Insurer to observe Organ Donation Awareness Month in November.

Marred by fears and a low understanding of the process, only 24 per cent Indians expressed their willingness to donate organs after death, with just 3 per cent have registered their intent with the relevant authority, as per a recent study conducted by Edelweiss Tokio Life Insurance. 

The research for Edelweiss Tokio Life Insurance, in association with Karvy Insights, shows that 80 per cent of the 1565 respondents who participated are aware of the concept of organ donation, 67 per cent believe it to be important, but only 35 per cent understand the process of how to donate their organs. 

In this context, Edelweiss Tokio Life Insurance will observe November as Organ Donation Awareness Month. The insurer will be organising a campaign to inform, educate and mobilise support to increase public awareness for the cause. In association with MOHAN Foundation, an NGO active in this space, the insurer will conduct educative workshops and create a platform for people to know more about the process of organ donation and also pledge their organs. It has also joined hands with actor Rahul Bose to endorse the importance of this cause. 

Commenting on the initiative, Sumit Rai, MD & CEO, Edelweiss Tokio Life Insurance said, “In our journey of protecting the dreams and aspirations of our customers, we have gained significant insights that led us to the issue of scarcity in donating of organs. We believe organ donation can make a positive impact on people’s lives and so, it is crucial that companies like us extend their support to this cause. This research equips us to carry out meaningful awareness on the subject, enabling people to make an informed decision.”

Rashesh Shah, Chairman & CEO, Edelweiss Group said, “As a responsible corporate citizen of this community, it is paramount that we do more and fulfil our potential of enabling change across communities. Along with Edelweiss Tokio Life, employees of Edelweiss Group will also commit to organ donation and this initiative is a testimony of our commitment to an important social cause.”

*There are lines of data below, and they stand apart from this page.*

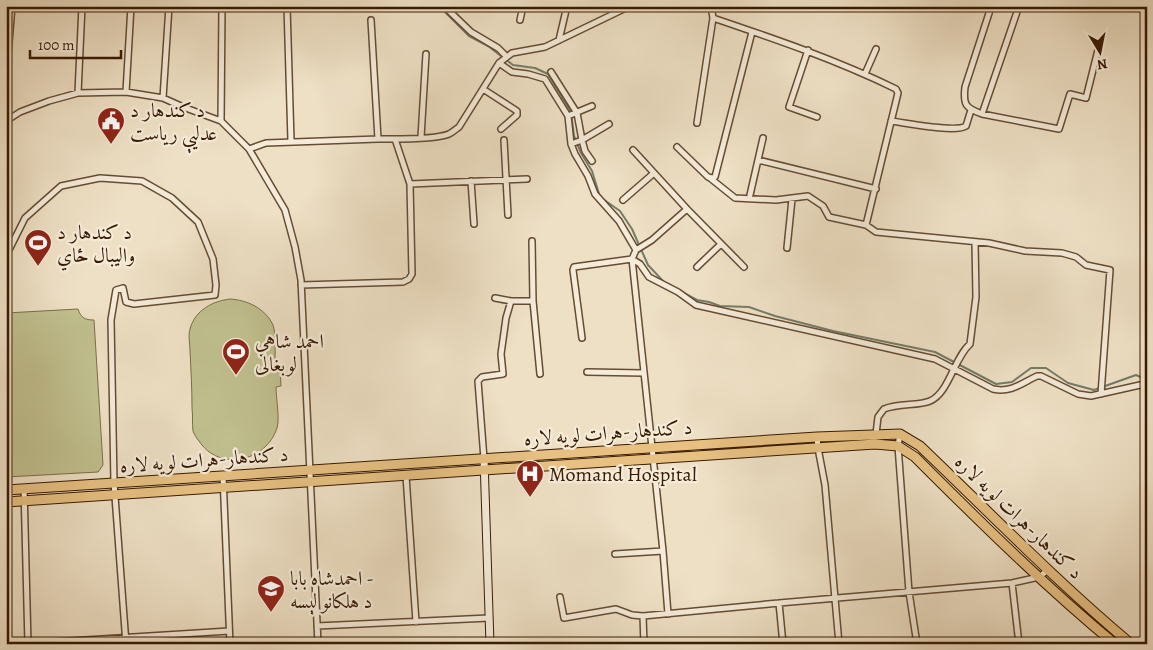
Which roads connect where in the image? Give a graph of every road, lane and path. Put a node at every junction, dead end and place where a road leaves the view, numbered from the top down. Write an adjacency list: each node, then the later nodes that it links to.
1 (12, 6): 27 (street)
2 (82, 6): 30 (street)
3 (131, 6): 29 (street)
4 (169, 6): 31 (street)
5 (222, 6): 38 (street)
6 (287, 6): 50 (street)
7 (444, 6): 23 (street)
8 (523, 6): 16 (street)
9 (567, 6): 18 (street)
10 (630, 6): 18 (street)
11 (712, 6): 14 (street)
12 (1019, 6): 35 (street)
13 (992, 7): 33 (street)
14 (712, 18): 17 (street); 41 (street)
15 (372, 20): 45 (street)
16 (520, 20)
17 (752, 32): 21 (street); 58 (street)
18 (560, 40): 23 (street)
19 (1099, 46): 35 (street)
20 (876, 49): 26 (street)
21 (808, 50): 26 (street); 37 (street)
22 (426, 54): 44 (street)
23 (506, 56): 24 (street)
24 (500, 62): 28 (street); 36 (street)
25 (551, 72): 34 (street)
26 (865, 74): 40 (street)
27 (6, 79)
28 (483, 89): 43 (street); 44 (street)
29 (126, 92): 30 (street); 31 (street)
30 (78, 93): 39 (street)
31 (163, 98): 38 (street)
32 (592, 106): 34 (street)
33 (971, 110): 35 (street); 40 (street)
34 (577, 113): 36 (street); 49 (street)
35 (982, 114)
36 (568, 116): 51 (street)
37 (817, 117)
38 (221, 120): 53 (street)
39 (6, 121)
40 (891, 122): 63 (street)
41 (697, 123)
42 (609, 124): 49 (street)
43 (502, 129)
44 (422, 137): 47 (street)
45 (378, 138): 47 (street); 50 (street)
46 (763, 138): 55 (street)
47 (396, 139): 62 (street)
48 (504, 140): 60 (street)
49 (582, 140): 51 (street); 56 (street)
50 (291, 141): 53 (street)
51 (572, 144): 75 (street)
52 (677, 147): 58 (street)
53 (249, 149): 79 (street)
54 (633, 150): 57 (street)
55 (758, 160): 63 (street); 64 (street)
56 (592, 161)
57 (654, 173): 66 (street); 67 (street)
58 (710, 178): 65 (street)
59 (527, 179): 60 (street)
60 (506, 180): 61 (street); 68 (street)
61 (472, 181): 62 (street); 69 (street)
62 (410, 184): 79 (street)
63 (876, 189): 70 (street)
64 (750, 196)
65 (792, 199): 70 (street); 74 (street)
66 (623, 200)
67 (687, 209): 73 (street); 75 (street)
68 (508, 215)
69 (474, 224)
70 (866, 225): 72 (street)
71 (532, 241): 83 (street)
72 (975, 242): 85 (street); 90 (street)
73 (721, 244): 77 (street); 78 (street)
74 (787, 248)
75 (636, 250): 76 (street)
76 (632, 259): 84 (street); 85 (street); 87 (street)
77 (697, 267)
78 (744, 268)
79 (301, 285): 99 (street)
80 (8, 287): 104 (street)
81 (495, 298): 82 (street)
82 (511, 301): 83 (street); 97 (street)
83 (534, 301): 88 (street)
84 (582, 338)
85 (954, 366): 90 (street); 91 (street)
86 (586, 372): 87 (street)
87 (643, 373): 95 (street)
88 (540, 374)
89 (1147, 387): 90 (street)
90 (1100, 391)
91 (876, 434): 92 (highway, د کندهار-هرات لويه لاره); 93 (highway, د کندهار-هرات لويه لاره)
92 (900, 434): 94 (street); 113 (highway, د کندهار-هرات لويه لاره)
93 (817, 437): 95 (highway, د کندهار-هرات لويه لاره); 96 (street)
94 (898, 446): 96 (highway, د کندهار-هرات لويه لاره); 114 (highway, د کندهار-هرات لويه لاره); 116 (street)
95 (652, 448): 97 (highway, د کندهار-هرات لويه لاره); 98 (street)
96 (818, 448): 98 (highway, د کندهار-هرات لويه لاره); 118 (street)
97 (484, 459): 99 (highway, د کندهار-هرات لويه لاره); 100 (street)
98 (652, 460): 100 (highway, د کندهار-هرات لويه لاره); 111 (street)
99 (311, 470): 101 (highway, د کندهار-هرات لويه لاره); 103 (street)
100 (485, 470): 102 (highway, د کندهار-هرات لويه لاره); 122 (street)
101 (223, 476): 104 (highway, د کندهار-هرات لويه لاره); 106 (street)
102 (406, 476): 103 (highway, د کندهار-هرات لويه لاره); 123 (street)
103 (311, 482): 106 (highway, د کندهار-هرات لويه لاره); 124 (street)
104 (114, 483): 105 (highway, د کندهار-هرات لويه لاره); 108 (street)
105 (24, 488): 107 (highway, د کندهار-هرات لويه لاره); 109 (street)
106 (223, 488): 108 (highway, د کندهار-هرات لويه لاره); 125 (street)
107 (6, 490)
108 (115, 494): 109 (highway, د کندهار-هرات لويه لاره); 126 (street)
109 (25, 501): 110 (highway, د کندهار-هرات لويه لاره); 128 (street)
110 (6, 502)
111 (663, 551): 112 (street); 120 (street)
112 (615, 554)
113 (1048, 570): 114 (street); 139 (highway, د کندهار-هرات لويه لاره)
114 (1039, 577): 115 (street); 138 (highway, د کندهار-هرات لويه لاره)
115 (1012, 583): 116 (street); 137 (street)
116 (909, 592): 118 (street); 136 (street)
117 (560, 597): 121 (street)
118 (836, 598): 119 (street); 135 (street)
119 (779, 603): 120 (street); 134 (street)
120 (668, 614): 121 (street)
121 (643, 616): 133 (street)
122 (489, 618): 123 (street); 132 (street)
123 (416, 622): 124 (street)
124 (317, 626): 131 (street)
125 (229, 630): 126 (street); 130 (street)
126 (125, 637): 128 (street); 129 (street)
127 (22, 644): 128 (street)
128 (28, 644)
129 (126, 644)
130 (230, 644)
131 (318, 644)
132 (490, 644)
133 (644, 644)
134 (783, 644)
135 (839, 644)
136 (916, 644)
137 (1019, 644)
138 (1115, 644)
139 (1131, 644)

While several concerns affect the decision-making process of organ donation, ‘family’ emerged as the biggest deterrent to an individual donating his organs. About 45 per cent of respondents believe that their family would not allow them to pledge their organs, with some showing apprehensions over even broaching this subject with them. As many as 40% of the respondents were worried that if they agreed to donate their organs, the process might become a hassle for the family, during an already vulnerable situation. 

Several other barriers like low trust and lack of transparency also came to the fore. Over 45 per cent of the respondents said that organ donation is a scam, fearing that hospitals might procure more organs than pledged. 

Barring eyes, kidney, heart, and liver, most people are also unaware of what organs and tissues can be donated. Over 25 per cent also believed that organs can also be donated when in a coma. While the option to donate organs in a comatose state does exist, an individual in the coma is not automatically considered eligible for donation, as there are chances of reversal or recovery and as this does not qualify as cardiac or brain death. Fear of denigration of the body and worries over having no option to back out once registered, also affected people’s decision-making process.